Pero Jesús dijo: Dejad a los niños venir a mí y no se lo impidáis;
porque de los tales es el reino de los cielos. Mat. 19: 14.
Nuestro Salvador no vivió en reclusión misteriosa durante los años que precedieron a su ministerio público. Vivió con sus padres en Nazaret, y trabajó con José en el oficio de carpintero. Su vida fue sencilla, libre de cualquier extravagancia o despilfarro. Cuando llegó el tiempo de comenzar su ministerio público, salió para proclamar el Evangelio del reino. Hasta el fin de su obra conservó la sencillez de sus hábitos. Eligió a sus ayudantes de las clases más bajas de la sociedad. Los primeros discípulos fueron humildes pescadores de Galilea. Su enseñanza fue tan sencilla que los niños podían comprenderla, y después se los podía escuchar repitiendo sus palabras. Todo lo que hizo y dijo poseía el encanto de la sencillez.

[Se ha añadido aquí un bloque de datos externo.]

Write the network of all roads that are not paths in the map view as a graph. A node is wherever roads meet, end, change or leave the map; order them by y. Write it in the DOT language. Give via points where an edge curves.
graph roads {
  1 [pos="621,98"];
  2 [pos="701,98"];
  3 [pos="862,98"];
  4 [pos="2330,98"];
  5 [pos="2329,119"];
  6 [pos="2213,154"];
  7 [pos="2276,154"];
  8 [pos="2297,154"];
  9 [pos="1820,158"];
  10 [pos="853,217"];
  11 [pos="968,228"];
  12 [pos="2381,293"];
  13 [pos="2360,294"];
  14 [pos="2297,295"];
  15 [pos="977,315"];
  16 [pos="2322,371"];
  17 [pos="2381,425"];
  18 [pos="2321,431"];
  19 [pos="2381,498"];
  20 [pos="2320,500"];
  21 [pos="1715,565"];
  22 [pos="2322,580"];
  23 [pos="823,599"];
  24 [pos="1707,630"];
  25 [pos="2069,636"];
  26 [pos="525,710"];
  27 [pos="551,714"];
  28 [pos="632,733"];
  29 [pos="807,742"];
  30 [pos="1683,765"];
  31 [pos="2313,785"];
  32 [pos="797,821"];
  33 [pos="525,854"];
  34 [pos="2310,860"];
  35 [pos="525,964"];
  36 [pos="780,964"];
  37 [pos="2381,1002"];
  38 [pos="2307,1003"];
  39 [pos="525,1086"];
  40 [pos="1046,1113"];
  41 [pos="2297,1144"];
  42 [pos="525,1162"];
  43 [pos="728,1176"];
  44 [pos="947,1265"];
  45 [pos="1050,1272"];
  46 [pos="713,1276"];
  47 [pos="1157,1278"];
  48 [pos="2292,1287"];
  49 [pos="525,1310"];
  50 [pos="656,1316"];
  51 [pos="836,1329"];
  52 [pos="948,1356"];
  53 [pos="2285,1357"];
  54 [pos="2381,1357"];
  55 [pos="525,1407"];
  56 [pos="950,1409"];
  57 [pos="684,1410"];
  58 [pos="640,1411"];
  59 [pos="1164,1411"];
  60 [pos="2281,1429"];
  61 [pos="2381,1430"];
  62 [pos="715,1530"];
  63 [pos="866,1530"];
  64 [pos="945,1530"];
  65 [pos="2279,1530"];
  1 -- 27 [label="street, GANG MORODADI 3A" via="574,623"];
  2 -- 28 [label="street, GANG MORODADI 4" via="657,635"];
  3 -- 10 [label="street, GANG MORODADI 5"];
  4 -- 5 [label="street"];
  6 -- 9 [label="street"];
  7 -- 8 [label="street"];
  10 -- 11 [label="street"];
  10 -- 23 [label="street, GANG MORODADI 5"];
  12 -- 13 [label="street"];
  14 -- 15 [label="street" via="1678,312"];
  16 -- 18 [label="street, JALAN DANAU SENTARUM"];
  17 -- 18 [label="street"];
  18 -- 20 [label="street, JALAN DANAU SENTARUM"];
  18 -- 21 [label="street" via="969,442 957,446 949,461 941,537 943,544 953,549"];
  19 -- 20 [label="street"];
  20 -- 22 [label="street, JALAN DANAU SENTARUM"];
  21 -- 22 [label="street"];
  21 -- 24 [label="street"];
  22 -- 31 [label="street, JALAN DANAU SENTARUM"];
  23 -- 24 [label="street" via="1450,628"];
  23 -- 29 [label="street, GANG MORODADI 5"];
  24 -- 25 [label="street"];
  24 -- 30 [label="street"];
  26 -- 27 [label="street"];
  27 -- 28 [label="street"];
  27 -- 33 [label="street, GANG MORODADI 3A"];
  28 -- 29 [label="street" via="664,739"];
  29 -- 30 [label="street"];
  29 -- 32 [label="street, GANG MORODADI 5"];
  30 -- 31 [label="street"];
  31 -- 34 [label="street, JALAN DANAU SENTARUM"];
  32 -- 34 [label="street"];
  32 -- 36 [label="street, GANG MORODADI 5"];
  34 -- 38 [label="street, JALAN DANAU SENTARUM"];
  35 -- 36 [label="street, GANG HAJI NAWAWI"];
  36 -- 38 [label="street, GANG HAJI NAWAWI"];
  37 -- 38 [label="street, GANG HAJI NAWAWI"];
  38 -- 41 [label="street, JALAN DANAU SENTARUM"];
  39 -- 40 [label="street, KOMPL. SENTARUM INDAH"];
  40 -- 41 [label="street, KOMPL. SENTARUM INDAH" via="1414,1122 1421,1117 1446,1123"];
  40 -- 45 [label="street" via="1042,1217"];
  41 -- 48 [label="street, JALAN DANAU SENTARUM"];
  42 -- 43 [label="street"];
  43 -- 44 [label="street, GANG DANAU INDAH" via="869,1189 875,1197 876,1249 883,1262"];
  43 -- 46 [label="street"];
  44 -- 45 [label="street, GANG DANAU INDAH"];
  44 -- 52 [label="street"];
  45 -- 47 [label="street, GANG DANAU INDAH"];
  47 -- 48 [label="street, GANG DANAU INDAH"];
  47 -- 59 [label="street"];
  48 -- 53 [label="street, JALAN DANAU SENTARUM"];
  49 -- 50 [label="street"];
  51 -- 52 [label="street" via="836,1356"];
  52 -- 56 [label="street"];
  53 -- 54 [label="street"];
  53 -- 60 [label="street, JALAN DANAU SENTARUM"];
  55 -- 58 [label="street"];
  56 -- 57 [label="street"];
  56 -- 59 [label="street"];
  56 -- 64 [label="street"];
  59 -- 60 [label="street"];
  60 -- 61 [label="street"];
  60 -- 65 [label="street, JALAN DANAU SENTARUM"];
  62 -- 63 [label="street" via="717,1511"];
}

Cristo fue un cuidadoso observador, percibió muchas cosas que los demás pasaron por alto. Siempre estuvo dispuesto a ayudar, siempre listo para hablar palabras de esperanza y de simpatía a los desanimados y atribulados. Permitió que la muchedumbre lo apretujara sin quejarse, aunque a veces casi fue levantado en vilo. Cuando se encontró con un funeral no pasó de largo indiferentemente. La tristeza se reflejó en su semblante al contemplar la muerte, y lloró con los enlutados.
Cuando los niños recogían las flores silvestres que crecían tan abundantemente a su alrededor y se apiñaban para presentárselas como pequeñas ofrendas, las recibía alegremente, les sonreía y expresaba su gozo al ver tanta variedad de flores. Estos niños eran su herencia. Sabemos que vino para rescatarlos del enemigo mediante su muerte sobre la cruz del Calvario. Les habló palabras que guardaron en sus corazones. Se sintieron gozosos al pensar que apreciaba sus dones y les hablaba en forma tan amorosa. Cristo observaba a los niños en sus juegos, y a menudo expresaba su aprobación cuando obtenían una victoria inocente en alguna cosa que estaban decididos a hacer. Entonó cantos para esos niños utilizando palabras dulces y benditas. Ellos sabían que los amaba. Nunca les frunció el ceño.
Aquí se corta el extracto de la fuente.